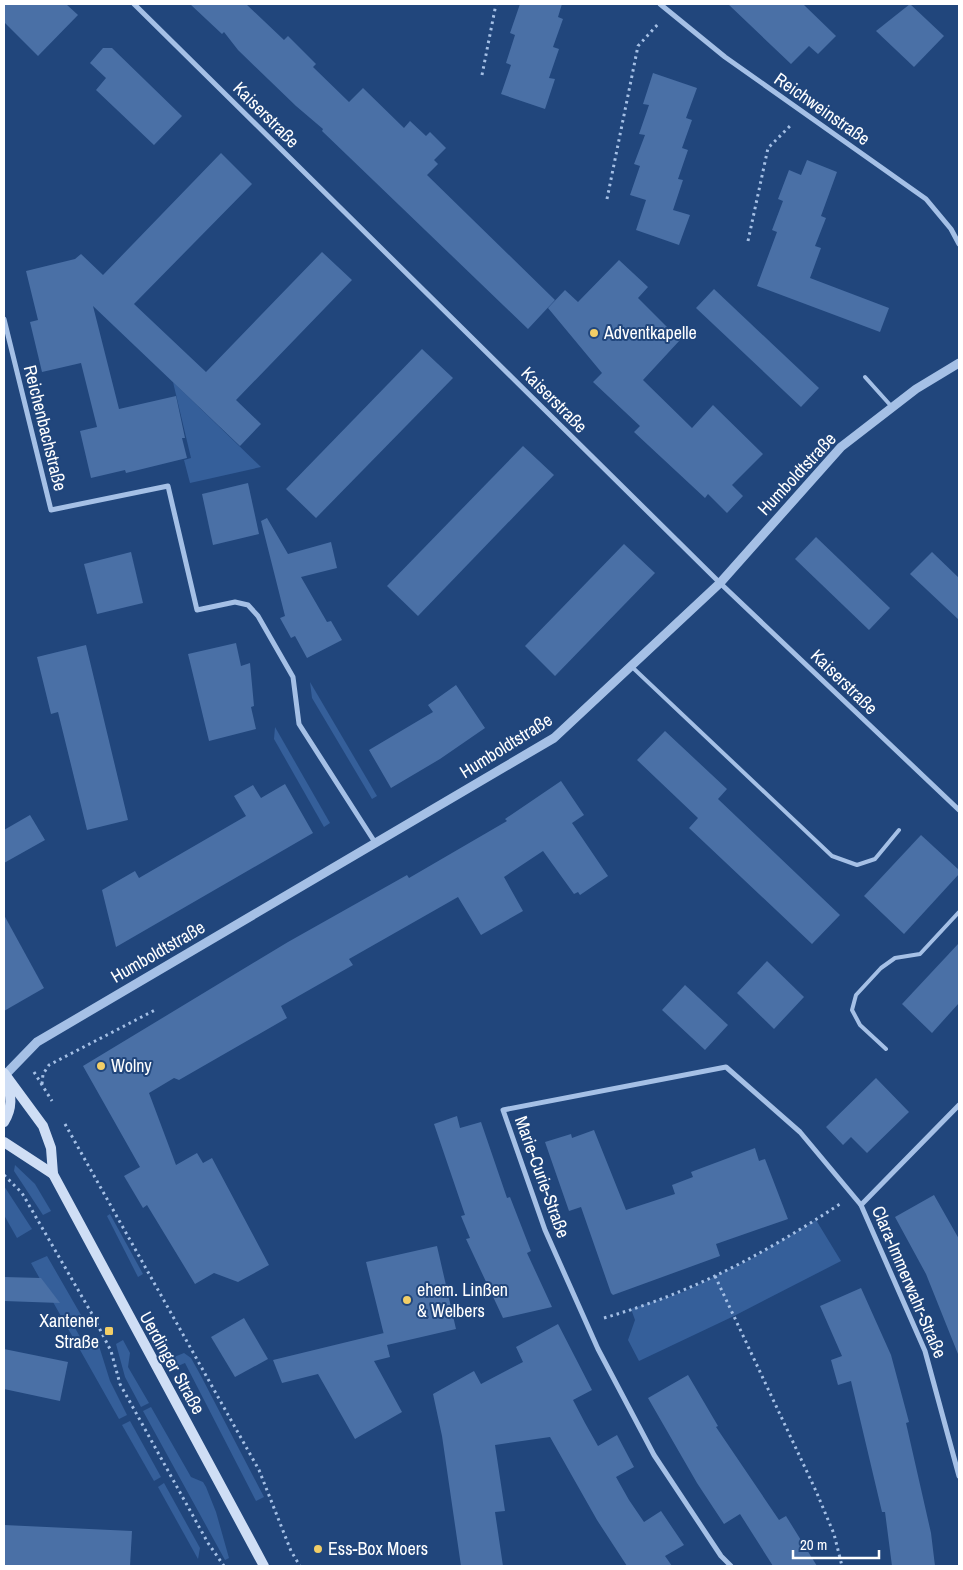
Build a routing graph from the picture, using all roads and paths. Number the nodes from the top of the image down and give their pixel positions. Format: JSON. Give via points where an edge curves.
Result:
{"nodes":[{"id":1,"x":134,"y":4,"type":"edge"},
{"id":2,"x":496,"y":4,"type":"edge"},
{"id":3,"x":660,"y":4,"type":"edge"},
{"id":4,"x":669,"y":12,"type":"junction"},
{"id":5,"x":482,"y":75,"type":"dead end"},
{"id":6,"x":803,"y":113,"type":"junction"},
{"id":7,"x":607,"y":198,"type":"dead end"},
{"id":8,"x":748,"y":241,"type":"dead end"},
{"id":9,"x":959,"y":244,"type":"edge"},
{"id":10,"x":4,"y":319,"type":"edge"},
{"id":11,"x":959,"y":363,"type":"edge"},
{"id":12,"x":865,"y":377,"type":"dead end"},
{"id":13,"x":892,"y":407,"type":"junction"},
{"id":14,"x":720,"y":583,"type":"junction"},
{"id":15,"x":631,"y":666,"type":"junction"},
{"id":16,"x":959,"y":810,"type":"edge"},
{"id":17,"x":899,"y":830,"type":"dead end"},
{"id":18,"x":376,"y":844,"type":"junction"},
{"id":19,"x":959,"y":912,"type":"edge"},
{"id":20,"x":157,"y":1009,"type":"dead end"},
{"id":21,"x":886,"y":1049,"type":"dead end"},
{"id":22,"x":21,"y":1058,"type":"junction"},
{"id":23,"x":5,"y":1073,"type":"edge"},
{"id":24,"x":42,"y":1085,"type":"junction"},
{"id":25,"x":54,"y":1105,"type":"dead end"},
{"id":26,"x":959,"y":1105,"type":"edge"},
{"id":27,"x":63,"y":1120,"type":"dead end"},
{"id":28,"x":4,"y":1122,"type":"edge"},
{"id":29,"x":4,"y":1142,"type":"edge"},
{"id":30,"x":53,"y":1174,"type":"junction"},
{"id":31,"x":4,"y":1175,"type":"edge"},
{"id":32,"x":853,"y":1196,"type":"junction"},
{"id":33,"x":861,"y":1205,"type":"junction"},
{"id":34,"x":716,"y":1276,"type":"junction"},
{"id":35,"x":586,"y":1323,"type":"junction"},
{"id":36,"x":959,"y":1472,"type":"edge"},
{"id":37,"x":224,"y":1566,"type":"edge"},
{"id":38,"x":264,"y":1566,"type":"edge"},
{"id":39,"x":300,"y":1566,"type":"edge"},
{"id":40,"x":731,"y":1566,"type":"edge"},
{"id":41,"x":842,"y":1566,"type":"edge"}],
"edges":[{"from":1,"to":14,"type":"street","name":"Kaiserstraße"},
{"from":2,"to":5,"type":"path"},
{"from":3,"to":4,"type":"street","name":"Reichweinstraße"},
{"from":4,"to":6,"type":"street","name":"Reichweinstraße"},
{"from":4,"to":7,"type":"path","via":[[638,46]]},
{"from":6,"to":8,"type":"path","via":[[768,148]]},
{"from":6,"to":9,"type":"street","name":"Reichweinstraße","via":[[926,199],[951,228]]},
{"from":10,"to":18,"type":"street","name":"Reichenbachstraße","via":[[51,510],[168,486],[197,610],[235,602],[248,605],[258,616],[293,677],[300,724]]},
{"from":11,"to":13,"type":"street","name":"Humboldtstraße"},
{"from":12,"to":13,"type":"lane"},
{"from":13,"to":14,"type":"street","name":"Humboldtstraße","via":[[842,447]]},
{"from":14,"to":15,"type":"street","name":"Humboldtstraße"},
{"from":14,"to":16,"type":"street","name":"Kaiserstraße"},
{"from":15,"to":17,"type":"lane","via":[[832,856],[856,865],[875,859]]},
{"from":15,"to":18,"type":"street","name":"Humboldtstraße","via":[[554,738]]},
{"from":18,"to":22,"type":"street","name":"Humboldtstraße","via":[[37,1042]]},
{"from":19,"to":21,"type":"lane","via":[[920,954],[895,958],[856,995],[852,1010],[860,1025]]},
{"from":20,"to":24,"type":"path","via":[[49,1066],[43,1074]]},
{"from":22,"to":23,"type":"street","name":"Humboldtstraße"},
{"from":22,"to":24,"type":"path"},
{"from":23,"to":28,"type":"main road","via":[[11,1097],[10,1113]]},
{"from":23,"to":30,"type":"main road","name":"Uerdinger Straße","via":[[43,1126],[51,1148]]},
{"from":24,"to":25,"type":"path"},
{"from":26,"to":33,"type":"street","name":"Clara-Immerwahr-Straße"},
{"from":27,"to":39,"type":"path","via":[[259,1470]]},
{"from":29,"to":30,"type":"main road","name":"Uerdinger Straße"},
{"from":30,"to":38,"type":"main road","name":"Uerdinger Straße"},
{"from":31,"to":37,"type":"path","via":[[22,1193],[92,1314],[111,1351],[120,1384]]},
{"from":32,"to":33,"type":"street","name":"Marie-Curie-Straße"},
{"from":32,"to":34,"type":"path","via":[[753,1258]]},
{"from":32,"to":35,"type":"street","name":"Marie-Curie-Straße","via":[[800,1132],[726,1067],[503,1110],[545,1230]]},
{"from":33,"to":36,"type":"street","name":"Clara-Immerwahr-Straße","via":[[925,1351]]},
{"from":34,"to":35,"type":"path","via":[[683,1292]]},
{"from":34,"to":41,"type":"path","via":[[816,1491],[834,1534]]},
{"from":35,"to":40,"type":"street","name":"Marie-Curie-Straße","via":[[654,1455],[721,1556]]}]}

····················

**PROBLEM STATEMENT**.
Go through the records and report each line that contains "Humboldtstraße".

**ANSWER SECTION**.
{"from":11,"to":13,"type":"street","name":"Humboldtstraße"},
{"from":13,"to":14,"type":"street","name":"Humboldtstraße","via":[[842,447]]},
{"from":14,"to":15,"type":"street","name":"Humboldtstraße"},
{"from":15,"to":18,"type":"street","name":"Humboldtstraße","via":[[554,738]]},
{"from":18,"to":22,"type":"street","name":"Humboldtstraße","via":[[37,1042]]},
{"from":22,"to":23,"type":"street","name":"Humboldtstraße"},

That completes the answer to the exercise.